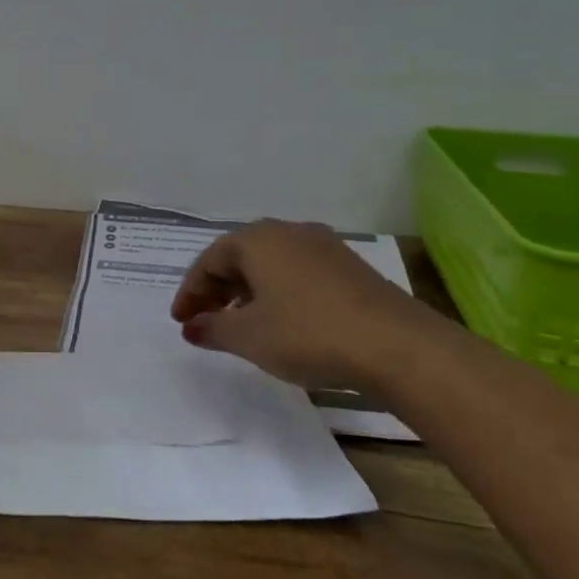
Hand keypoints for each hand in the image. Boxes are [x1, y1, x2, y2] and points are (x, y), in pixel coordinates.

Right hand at [170, 220, 440, 387]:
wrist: (398, 346)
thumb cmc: (308, 334)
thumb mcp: (249, 337)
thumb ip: (213, 328)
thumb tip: (192, 326)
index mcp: (256, 239)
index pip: (208, 261)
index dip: (190, 292)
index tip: (181, 321)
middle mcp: (288, 232)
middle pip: (239, 257)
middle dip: (217, 289)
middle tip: (205, 321)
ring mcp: (323, 246)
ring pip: (270, 264)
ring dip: (248, 291)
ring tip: (241, 324)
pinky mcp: (350, 267)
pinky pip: (297, 272)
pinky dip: (278, 293)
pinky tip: (283, 321)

########

• [Aim of the exercise]: Leave out the pictures and return the rest of the records exactly.

• [Worked solution]:
Hand keypoints for each hand in the image. Boxes are [x1, y1, x2, y2] and points are (x, y), in pixel coordinates.

Right hand at [170, 220, 440, 387]:
wrist: (398, 346)
thumb cmc: (308, 334)
thumb mcp: (249, 337)
thumb ip: (213, 328)
thumb tip: (192, 326)
index mcp: (256, 239)
index pip: (208, 261)
index dip: (190, 292)
index tip: (181, 321)
middle mcp: (288, 232)
middle pip: (239, 257)
middle dip: (217, 289)
middle tip: (205, 321)
ring mcp: (323, 246)
ring pip: (270, 264)
ring dip: (248, 291)
ring tip: (241, 324)
pinky mcp: (350, 267)
pinky pip: (297, 272)
pinky dip: (278, 293)
pinky tip: (283, 321)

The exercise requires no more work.